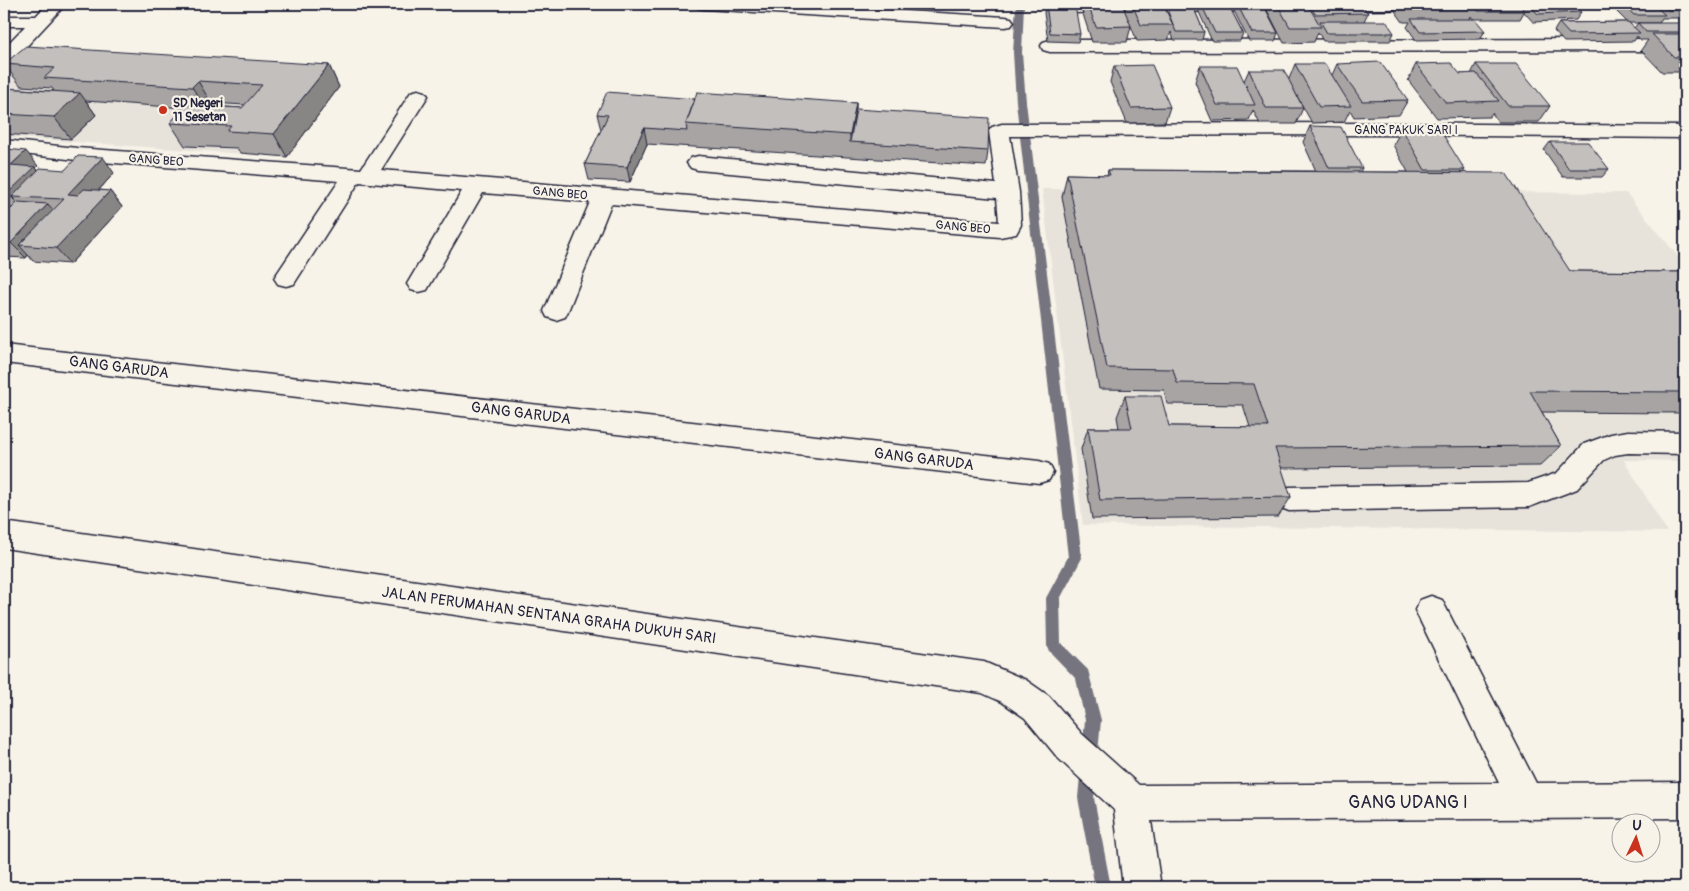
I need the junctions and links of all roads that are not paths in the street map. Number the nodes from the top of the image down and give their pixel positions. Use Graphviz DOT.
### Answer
graph roads {
  1 [pos="57,4"];
  2 [pos="704,4"];
  3 [pos="1443,4"];
  4 [pos="1064,8"];
  5 [pos="4,21"];
  6 [pos="41,21"];
  7 [pos="1005,22"];
  8 [pos="1685,45"];
  9 [pos="1050,46"];
  10 [pos="7,52"];
  11 [pos="418,96"];
  12 [pos="1008,129"];
  13 [pos="1685,132"];
  14 [pos="4,146"];
  15 [pos="698,163"];
  16 [pos="360,175"];
  17 [pos="476,186"];
  18 [pos="1008,192"];
  19 [pos="603,196"];
  20 [pos="286,278"];
  21 [pos="419,284"];
  22 [pos="556,310"];
  23 [pos="4,354"];
  24 [pos="1685,443"];
  25 [pos="1039,472"];
  26 [pos="1289,499"];
  27 [pos="4,535"];
  28 [pos="1431,610"];
  29 [pos="1126,797"];
  30 [pos="1685,800"];
  31 [pos="1527,802"];
  32 [pos="1142,887"];
  1 -- 6 [label="street"];
  2 -- 7 [label="street"];
  3 -- 4 [label="street"];
  5 -- 6 [label="street"];
  6 -- 10 [label="street"];
  8 -- 9 [label="street"];
  11 -- 16 [label="street"];
  12 -- 13 [label="street, GANG PAKUK SARI I"];
  12 -- 18 [label="street, GANG BEO"];
  14 -- 16 [label="street, GANG BEO"];
  15 -- 18 [label="street"];
  16 -- 17 [label="street, GANG BEO"];
  16 -- 20 [label="street"];
  17 -- 19 [label="street, GANG BEO"];
  17 -- 21 [label="street"];
  18 -- 19 [label="street, GANG BEO"];
  19 -- 22 [label="street"];
  23 -- 25 [label="street, GANG GARUDA"];
  24 -- 26 [label="street"];
  27 -- 29 [label="street, JALAN PERUMAHAN SENTANA GRAHA DUKUH SARI"];
  28 -- 31 [label="street"];
  29 -- 31 [label="street, GANG UDANG I"];
  29 -- 32 [label="street"];
  30 -- 31 [label="street, GANG UDANG I"];
}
# # #
* [WHAT TO PRODUCE]:
All entries above should be printed exactly, though without their pictures.

* [EXERCISE SOLUTION]:
I need the junctions and links of all roads that are not paths in the street map. Number the nodes from the top of the image down and give their pixel positions. Use Graphviz DOT.
### Answer
graph roads {
  1 [pos="57,4"];
  2 [pos="704,4"];
  3 [pos="1443,4"];
  4 [pos="1064,8"];
  5 [pos="4,21"];
  6 [pos="41,21"];
  7 [pos="1005,22"];
  8 [pos="1685,45"];
  9 [pos="1050,46"];
  10 [pos="7,52"];
  11 [pos="418,96"];
  12 [pos="1008,129"];
  13 [pos="1685,132"];
  14 [pos="4,146"];
  15 [pos="698,163"];
  16 [pos="360,175"];
  17 [pos="476,186"];
  18 [pos="1008,192"];
  19 [pos="603,196"];
  20 [pos="286,278"];
  21 [pos="419,284"];
  22 [pos="556,310"];
  23 [pos="4,354"];
  24 [pos="1685,443"];
  25 [pos="1039,472"];
  26 [pos="1289,499"];
  27 [pos="4,535"];
  28 [pos="1431,610"];
  29 [pos="1126,797"];
  30 [pos="1685,800"];
  31 [pos="1527,802"];
  32 [pos="1142,887"];
  1 -- 6 [label="street"];
  2 -- 7 [label="street"];
  3 -- 4 [label="street"];
  5 -- 6 [label="street"];
  6 -- 10 [label="street"];
  8 -- 9 [label="street"];
  11 -- 16 [label="street"];
  12 -- 13 [label="street, GANG PAKUK SARI I"];
  12 -- 18 [label="street, GANG BEO"];
  14 -- 16 [label="street, GANG BEO"];
  15 -- 18 [label="street"];
  16 -- 17 [label="street, GANG BEO"];
  16 -- 20 [label="street"];
  17 -- 19 [label="street, GANG BEO"];
  17 -- 21 [label="street"];
  18 -- 19 [label="street, GANG BEO"];
  19 -- 22 [label="street"];
  23 -- 25 [label="street, GANG GARUDA"];
  24 -- 26 [label="street"];
  27 -- 29 [label="street, JALAN PERUMAHAN SENTANA GRAHA DUKUH SARI"];
  28 -- 31 [label="street"];
  29 -- 31 [label="street, GANG UDANG I"];
  29 -- 32 [label="street"];
  30 -- 31 [label="street, GANG UDANG I"];
}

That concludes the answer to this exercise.